Akibat dari kebijakan yang telah mulai bergeser tersebut maka timbullah “Booming” permintaan importasi sapi bakalan dan daging serta jerohan. Kembali Ke Khittah Kalau kita berkeinginan berswasembada daging sapi 2010 maka kita harus kembali ke “ke khittoh” makna importasi tersebut agar tidak terjadi kebablasan impor yang membabi buta. Sehingga terpaksa kita lakukan import sapi kiloan menjadi sapi bibit dan bahkan kita mengimpor usus, paru dan bahan-bahan afkir lainnya. Kita akui kelemahan kita. Perbibitan ternak belum berjalan sebagaimana mestinya.

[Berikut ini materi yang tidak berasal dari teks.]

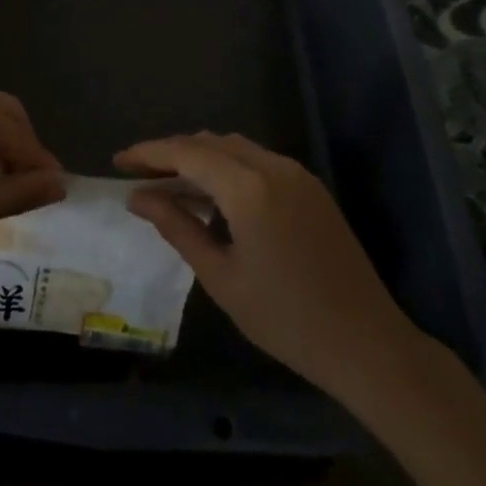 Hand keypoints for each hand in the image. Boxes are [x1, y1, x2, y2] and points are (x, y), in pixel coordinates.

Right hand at [116, 132, 424, 397]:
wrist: (366, 343)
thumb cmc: (286, 319)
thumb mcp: (221, 277)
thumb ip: (177, 228)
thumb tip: (137, 197)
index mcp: (248, 188)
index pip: (187, 152)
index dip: (149, 153)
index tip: (118, 162)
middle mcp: (272, 166)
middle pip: (210, 142)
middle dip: (172, 152)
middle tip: (139, 175)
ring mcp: (295, 173)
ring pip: (235, 147)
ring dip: (200, 157)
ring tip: (169, 184)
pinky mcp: (310, 187)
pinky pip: (257, 161)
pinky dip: (227, 167)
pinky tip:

Pada hal inilah kunci sebenarnya dalam usaha budidaya ternak kita. Pemerintah belum berhasil mewujudkan Sistem perbibitan ternak besar yang terpadu dan berkelanjutan. Sistem Perbibitan ternak kita masih berjalan parsial, mengintegrasikan semua subsistem perbibitan ternak yang ada, termasuk sumber daya manusia, Teknologianggaran dan segmen segmen pasar yang dapat menangkap output dari tiap-tiap subsistem yang ada.
Demikian juga soal daya saing. Kalau soal daya saing itu akan tercapai bila kita berhasil mengefesienkan laju produksi. Efisiensi akan tercapai kalau skala ekonomi usaha terwujud. Tetapi kita masih memiliki banyak keunggulan-keunggulan yang orang lain tidak punya Pencapaian Swasembada Daging Sapi 2010, bukanlah sekedar omong kosong tetapi karya nyata yang harus diwujudkan. Tentunya Memerlukan dukungan bersama. Memang suatu pilihan kegiatan itu tidak hitam atau putih, benar atau salah, tetapi seberapa banyak orang yang dapat memetik manfaatnya. Semakin banyak orang memetik manfaat semakin tidak omong kosong suatu kebijakan.